(Stored data)
═══

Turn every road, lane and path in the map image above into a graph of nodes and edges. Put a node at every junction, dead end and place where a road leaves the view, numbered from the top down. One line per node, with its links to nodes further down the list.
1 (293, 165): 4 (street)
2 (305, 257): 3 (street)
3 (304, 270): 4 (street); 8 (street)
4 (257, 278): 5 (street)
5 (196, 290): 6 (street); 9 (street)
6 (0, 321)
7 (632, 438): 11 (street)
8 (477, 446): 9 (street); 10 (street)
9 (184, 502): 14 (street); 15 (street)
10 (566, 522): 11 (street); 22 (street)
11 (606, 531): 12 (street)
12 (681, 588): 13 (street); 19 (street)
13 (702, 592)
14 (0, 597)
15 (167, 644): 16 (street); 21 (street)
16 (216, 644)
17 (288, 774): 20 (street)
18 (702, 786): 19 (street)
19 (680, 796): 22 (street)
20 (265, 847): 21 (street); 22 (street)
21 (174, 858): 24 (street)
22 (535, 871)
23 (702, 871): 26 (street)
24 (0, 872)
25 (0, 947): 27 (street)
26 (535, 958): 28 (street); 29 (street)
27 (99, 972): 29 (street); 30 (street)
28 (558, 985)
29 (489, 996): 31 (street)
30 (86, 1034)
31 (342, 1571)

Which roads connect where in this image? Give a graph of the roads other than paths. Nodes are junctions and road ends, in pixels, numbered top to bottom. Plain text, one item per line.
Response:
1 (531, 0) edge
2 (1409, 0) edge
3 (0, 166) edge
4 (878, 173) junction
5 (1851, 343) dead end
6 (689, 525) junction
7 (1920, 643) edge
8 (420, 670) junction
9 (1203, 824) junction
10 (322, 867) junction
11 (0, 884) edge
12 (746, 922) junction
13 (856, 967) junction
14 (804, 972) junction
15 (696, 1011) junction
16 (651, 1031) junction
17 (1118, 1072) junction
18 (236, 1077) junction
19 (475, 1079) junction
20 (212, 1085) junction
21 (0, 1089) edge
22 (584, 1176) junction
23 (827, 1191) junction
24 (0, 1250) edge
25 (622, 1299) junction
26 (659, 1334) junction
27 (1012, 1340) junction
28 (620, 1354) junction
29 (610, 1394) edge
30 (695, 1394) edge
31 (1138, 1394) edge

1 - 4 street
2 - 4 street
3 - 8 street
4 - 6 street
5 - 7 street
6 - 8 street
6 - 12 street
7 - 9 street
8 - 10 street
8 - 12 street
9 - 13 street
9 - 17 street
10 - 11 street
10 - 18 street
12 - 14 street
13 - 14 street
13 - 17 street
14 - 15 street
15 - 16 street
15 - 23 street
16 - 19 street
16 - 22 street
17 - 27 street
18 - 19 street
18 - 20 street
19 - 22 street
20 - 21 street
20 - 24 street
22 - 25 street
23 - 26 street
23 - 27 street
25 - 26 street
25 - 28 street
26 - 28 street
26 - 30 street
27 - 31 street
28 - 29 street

═══

### Task item
Each record above should be repeated exactly.

### Answer section
Turn every road, lane and path in the map image above into a graph of nodes and edges. Put a node at every junction, dead end and place where a road leaves the view, numbered from the top down. One line per node, with its links to nodes further down the list.
1 (293, 165): 4 (street)
2 (305, 257): 3 (street)
3 (304, 270): 4 (street); 8 (street)
4 (257, 278): 5 (street)
5 (196, 290): 6 (street); 9 (street)
6 (0, 321)
7 (632, 438): 11 (street)
8 (477, 446): 9 (street); 10 (street)
9 (184, 502): 14 (street); 15 (street)
10 (566, 522): 11 (street); 22 (street)
11 (606, 531): 12 (street)
12 (681, 588): 13 (street); 19 (street)
13 (702, 592)
14 (0, 597)
15 (167, 644): 16 (street); 21 (street)
16 (216, 644)
17 (288, 774): 20 (street)
18 (702, 786): 19 (street)
19 (680, 796): 22 (street)
20 (265, 847): 21 (street); 22 (street)
21 (174, 858): 24 (street)
22 (535, 871)
23 (702, 871): 26 (street)
24 (0, 872)
25 (0, 947): 27 (street)
26 (535, 958): 28 (street); 29 (street)
27 (99, 972): 29 (street); 30 (street)
28 (558, 985)
29 (489, 996): 31 (street)
30 (86, 1034)
31 (342, 1571)

Which roads connect where in this image? Give a graph of the roads other than paths. Nodes are junctions and road ends, in pixels, numbered top to bottom. Plain text, one item per line.
Response:
1 (531, 0) edge
2 (1409, 0) edge
3 (0, 166) edge
4 (878, 173) junction
5 (1851, 343) dead end
6 (689, 525) junction
7 (1920, 643) edge
8 (420, 670) junction
9 (1203, 824) junction
10 (322, 867) junction
11 (0, 884) edge
12 (746, 922) junction
13 (856, 967) junction
14 (804, 972) junction
15 (696, 1011) junction
16 (651, 1031) junction
17 (1118, 1072) junction
18 (236, 1077) junction
19 (475, 1079) junction
20 (212, 1085) junction
21 (0, 1089) edge
22 (584, 1176) junction
23 (827, 1191) junction
24 (0, 1250) edge
25 (622, 1299) junction
26 (659, 1334) junction
27 (1012, 1340) junction
28 (620, 1354) junction
29 (610, 1394) edge
30 (695, 1394) edge
31 (1138, 1394) edge

1 - 4 street
2 - 4 street
3 - 8 street
4 - 6 street
5 - 7 street
6 - 8 street
6 - 12 street
7 - 9 street
8 - 10 street
8 - 12 street
9 - 13 street
9 - 17 street
10 - 11 street
10 - 18 street
12 - 14 street
13 - 14 street
13 - 17 street
14 - 15 street
15 - 16 street
15 - 23 street
16 - 19 street
16 - 22 street
17 - 27 street
18 - 19 street
18 - 20 street
19 - 22 street
20 - 21 street
20 - 24 street
22 - 25 street
23 - 26 street
23 - 27 street
25 - 26 street
25 - 28 street
26 - 28 street
26 - 30 street
27 - 31 street
28 - 29 street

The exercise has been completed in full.